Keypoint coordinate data

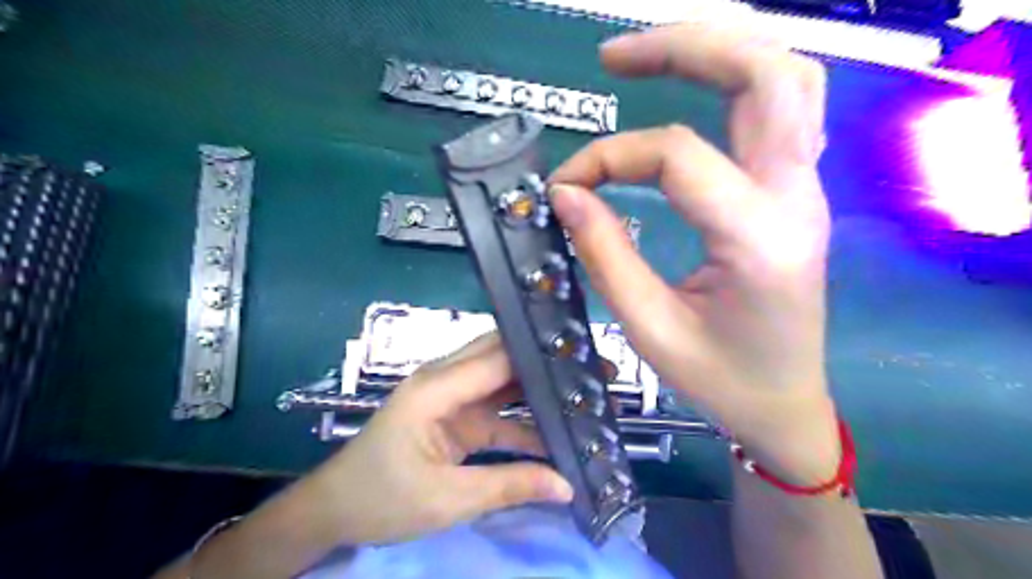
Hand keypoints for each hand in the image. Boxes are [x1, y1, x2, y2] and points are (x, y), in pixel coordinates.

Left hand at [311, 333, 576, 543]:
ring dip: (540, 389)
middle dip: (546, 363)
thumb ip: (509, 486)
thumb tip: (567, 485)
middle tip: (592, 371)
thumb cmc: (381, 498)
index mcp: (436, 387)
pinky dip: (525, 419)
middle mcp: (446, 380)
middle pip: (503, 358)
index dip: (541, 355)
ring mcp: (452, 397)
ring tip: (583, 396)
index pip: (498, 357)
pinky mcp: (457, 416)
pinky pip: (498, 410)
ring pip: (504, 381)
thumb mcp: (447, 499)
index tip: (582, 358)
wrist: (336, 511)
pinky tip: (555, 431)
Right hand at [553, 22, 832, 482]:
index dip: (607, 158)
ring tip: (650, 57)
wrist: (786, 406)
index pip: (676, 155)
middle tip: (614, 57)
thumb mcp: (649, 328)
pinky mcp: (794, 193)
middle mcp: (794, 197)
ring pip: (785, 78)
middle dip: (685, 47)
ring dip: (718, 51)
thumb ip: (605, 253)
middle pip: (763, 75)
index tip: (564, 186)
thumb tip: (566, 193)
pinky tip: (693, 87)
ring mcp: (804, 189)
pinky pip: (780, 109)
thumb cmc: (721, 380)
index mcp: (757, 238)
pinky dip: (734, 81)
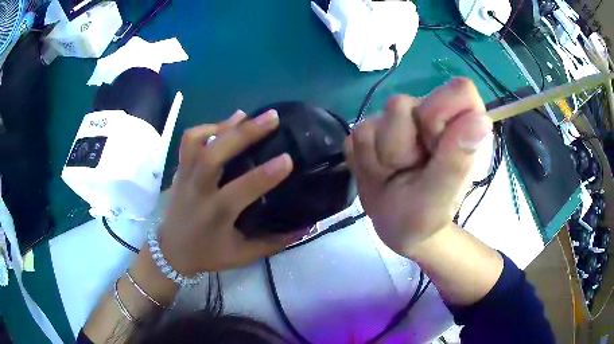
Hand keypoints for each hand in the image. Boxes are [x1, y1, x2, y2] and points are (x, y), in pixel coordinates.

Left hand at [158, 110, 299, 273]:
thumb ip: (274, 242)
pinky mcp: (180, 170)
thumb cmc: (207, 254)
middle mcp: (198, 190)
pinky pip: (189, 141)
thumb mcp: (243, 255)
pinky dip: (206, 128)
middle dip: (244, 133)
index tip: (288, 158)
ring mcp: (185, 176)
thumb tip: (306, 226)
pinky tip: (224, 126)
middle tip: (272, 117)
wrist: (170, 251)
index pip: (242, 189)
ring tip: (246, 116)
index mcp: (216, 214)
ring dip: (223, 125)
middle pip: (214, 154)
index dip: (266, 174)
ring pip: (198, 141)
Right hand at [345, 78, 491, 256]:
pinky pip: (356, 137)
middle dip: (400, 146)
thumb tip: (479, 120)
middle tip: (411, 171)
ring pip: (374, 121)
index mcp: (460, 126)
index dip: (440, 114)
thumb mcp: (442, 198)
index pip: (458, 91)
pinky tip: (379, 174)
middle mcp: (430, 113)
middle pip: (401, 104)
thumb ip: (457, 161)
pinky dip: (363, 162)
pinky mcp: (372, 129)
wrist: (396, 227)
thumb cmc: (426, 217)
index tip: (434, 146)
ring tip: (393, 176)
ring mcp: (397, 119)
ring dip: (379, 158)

THE TASK
Once the pictures are set aside, output all of the data above verbatim.

ANSWER BOX
Hand keypoints for each hand in the image. Boxes are [x1, y1, x2, y2] and points are (x, y), in pixel coordinates.

Left hand at [311, 333, 576, 543]:
ring dip: (540, 389)
middle dip: (546, 363)
thumb ip: (509, 486)
thumb tip: (567, 485)
middle tip: (592, 371)
thumb cmc: (381, 498)
index mcp: (436, 387)
pinky dip: (525, 419)
middle mcp: (446, 380)
middle pip: (503, 358)
index dip: (541, 355)
ring mcp: (452, 397)
ring tip: (583, 396)
index pip: (498, 357)
pinky mcp: (457, 416)
pinky pip: (498, 410)
ring pip: (504, 381)
thumb mcp: (447, 499)
index tip: (582, 358)
wrist: (336, 511)
pinky tip: (555, 431)
Right hand at [553, 22, 832, 482]:
index dip: (607, 158)
ring tip: (650, 57)
wrist: (786, 406)
index pip: (676, 155)
middle tip: (614, 57)
thumb mcp: (649, 328)
pinky mcp: (794, 193)
middle mcp: (794, 197)
ring pip: (785, 78)
middle dip: (685, 47)
ring dip: (718, 51)
thumb ip: (605, 253)
middle pip: (763, 75)
index tip: (564, 186)
thumb tip: (566, 193)
pinky tip: (693, 87)
ring mcp: (804, 189)
pinky pip: (780, 109)
thumb cmc: (721, 380)
index mcp: (757, 238)
pinky dip: (734, 81)
Hand keypoints for each hand in the image. Boxes are [x1, y1, x2, y2] and points are (x, y), in pixel coordinates.

Left hand at [158, 110, 299, 273]:
thumb ip: (274, 242)
pinky mcp: (180, 170)
thumb cmc: (207, 254)
middle mcp: (198, 190)
pinky pip: (189, 141)
thumb mcp: (243, 255)
pinky dip: (206, 128)
middle dip: (244, 133)
index tip: (288, 158)
ring mcp: (185, 176)
thumb tip: (306, 226)
pinky tip: (224, 126)
middle tip: (272, 117)
wrist: (170, 251)
index pip: (242, 189)
ring tip: (246, 116)
index mcp: (216, 214)
ring dip: (223, 125)
middle pip: (214, 154)
index dip: (266, 174)
ring pip: (198, 141)
Right hand at [345, 78, 491, 256]:
pinky pip: (356, 137)
middle dip: (400, 146)
thumb tip: (479, 120)
middle tip: (411, 171)
ring pip: (374, 121)
index mcp: (460, 126)
index dip: (440, 114)
thumb mcp: (442, 198)
index pip: (458, 91)
pinky tip: (379, 174)
middle mcp: (430, 113)
middle pip: (401, 104)
thumb ip: (457, 161)
pinky dip: (363, 162)
pinky mcp: (372, 129)
wrist: (396, 227)
thumb cmc: (426, 217)
index tip: (434, 146)
ring tip: (393, 176)
ring mcp: (397, 119)
ring dip: (379, 158)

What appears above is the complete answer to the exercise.